Re: Sequence Access Methods, round two

From: Michael Paquier <michael(at)paquier(dot)xyz>
To: Peter Eisentraut <peter(at)eisentraut(dot)org>
Cc: Tomas Vondra <tomas(dot)vondra(at)enterprisedb(dot)com>, Peter Smith <smithpb2250(at)gmail(dot)com>, Postgres hackers <pgsql-hackers(at)lists(dot)postgresql(dot)org>
Subject: Re: Sequence Access Methods, round two
Date: 2024-06-20 06:12:32
Message-ID: ZnPIUPMmp5TzBPC2@paquier.xyz
Views: Raw Message | Whole Thread | Download mbox | Resend email
Thread:
Lists: pgsql-hackers

On Fri, Apr 26, 2024 at 03:21:29PM +0900, Michael Paquier wrote:
> The next plan is to hopefully be able to trigger a discussion at the
> next pgconf.dev at the end of May, but let's see how it goes.

I am a bit behind an update of this thread, but there has been an
unconference on the topic at the last pgconf.dev. This is based on my
own notes written down after the session, so if there are gaps, feel
free to correct me. The session was called "Sequences & Clusters",
and was in two parts, with the first part covering this thread, and
the second part covering the problem of sequences with logical
replication for upgrade cases. I've taken a lot of time with the 1st
part (sorry about that Amit K.!) still the second part has reached an
agreement about what to do next there, and this is covered by this
thread these days:
https://www.postgresql.org/message-id/CAA4eK1LC%2BKJiAkSrpE_NwvNdidw9F2os7GERUeSxSKv71gXysQ%40mail.gmail.com

My overall feeling before this session was that I did not feel that
folks grabbed the problem I was trying to solve, and, while it did not
feel that the end of the session completely filled the gaps, and least
folks finished with some idea of the reason why I've been trying
something here.

First, I have spoken for a few minutes about the use-cases I've been
trying to solve, where parts of it involve Postgres-XC, an
auto-proclaimed multi-master solution fork of Postgres, where
sequences are handled by patching src/backend/commands/sequence.c to
retrieve values from a GTM (global transaction manager, source of
truth for value uniqueness shared by all the nodes), something I got
my hands on between 2009~2012 (spoiler: people tend to like more
scaling out clusters 12 years later).

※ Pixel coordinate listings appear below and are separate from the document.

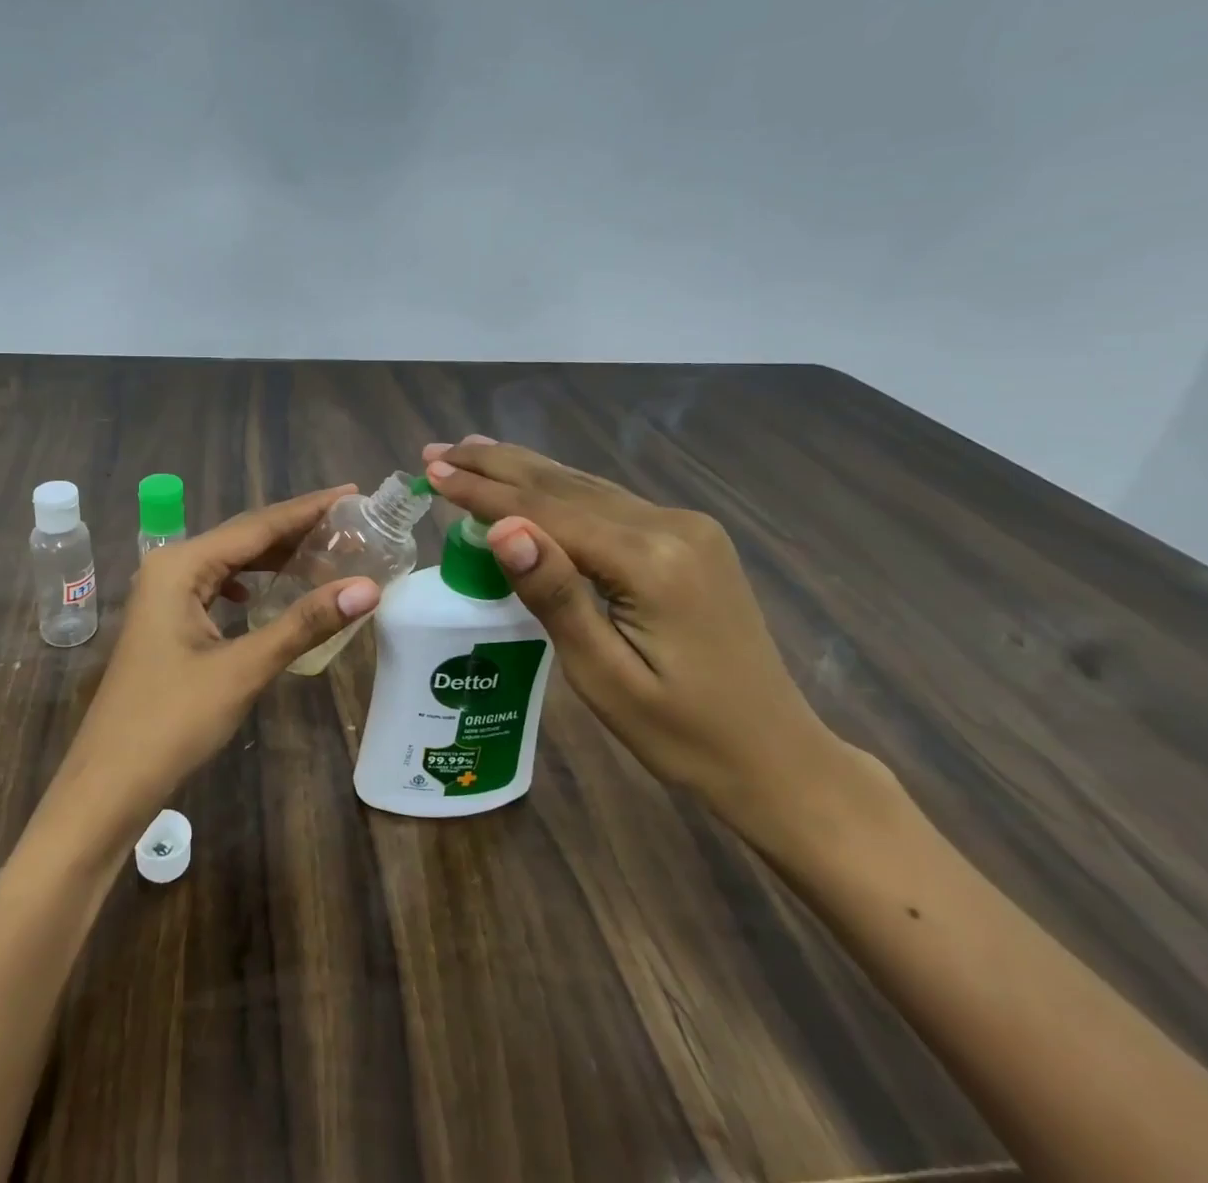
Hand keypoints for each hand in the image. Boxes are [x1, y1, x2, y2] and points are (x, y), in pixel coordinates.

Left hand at [50, 487, 380, 838]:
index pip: (257, 526)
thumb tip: (368, 588)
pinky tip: (270, 594)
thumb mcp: (243, 668)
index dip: (308, 510)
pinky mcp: (167, 621)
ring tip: (326, 552)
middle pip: (243, 538)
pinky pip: (218, 588)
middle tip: (351, 524)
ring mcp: (164, 595)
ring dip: (275, 559)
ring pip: (230, 563)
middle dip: (296, 530)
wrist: (109, 783)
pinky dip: (252, 585)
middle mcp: (170, 567)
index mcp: (181, 565)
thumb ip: (304, 623)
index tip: (353, 494)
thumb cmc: (172, 721)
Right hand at [423, 437, 869, 839]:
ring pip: (585, 487)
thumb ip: (555, 594)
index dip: (482, 492)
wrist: (776, 757)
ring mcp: (685, 528)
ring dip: (523, 470)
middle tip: (437, 451)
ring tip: (470, 451)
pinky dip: (558, 490)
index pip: (546, 512)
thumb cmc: (681, 734)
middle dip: (495, 466)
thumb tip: (502, 528)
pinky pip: (607, 503)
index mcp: (651, 561)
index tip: (431, 472)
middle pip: (564, 485)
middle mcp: (672, 526)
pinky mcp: (688, 539)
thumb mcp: (603, 676)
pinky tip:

Then explained why Postgres is
not good in this area. The original idea is that we want to be able
for some applications to scale out Postgres across many hosts while
making it transparent to the user's applications. By that, imagine a
huge big box where users can connect to a single point, but
underground any connection could involve a connection to a cluster of
N PostgreSQL nodes, N being rather large (say N > 10k?).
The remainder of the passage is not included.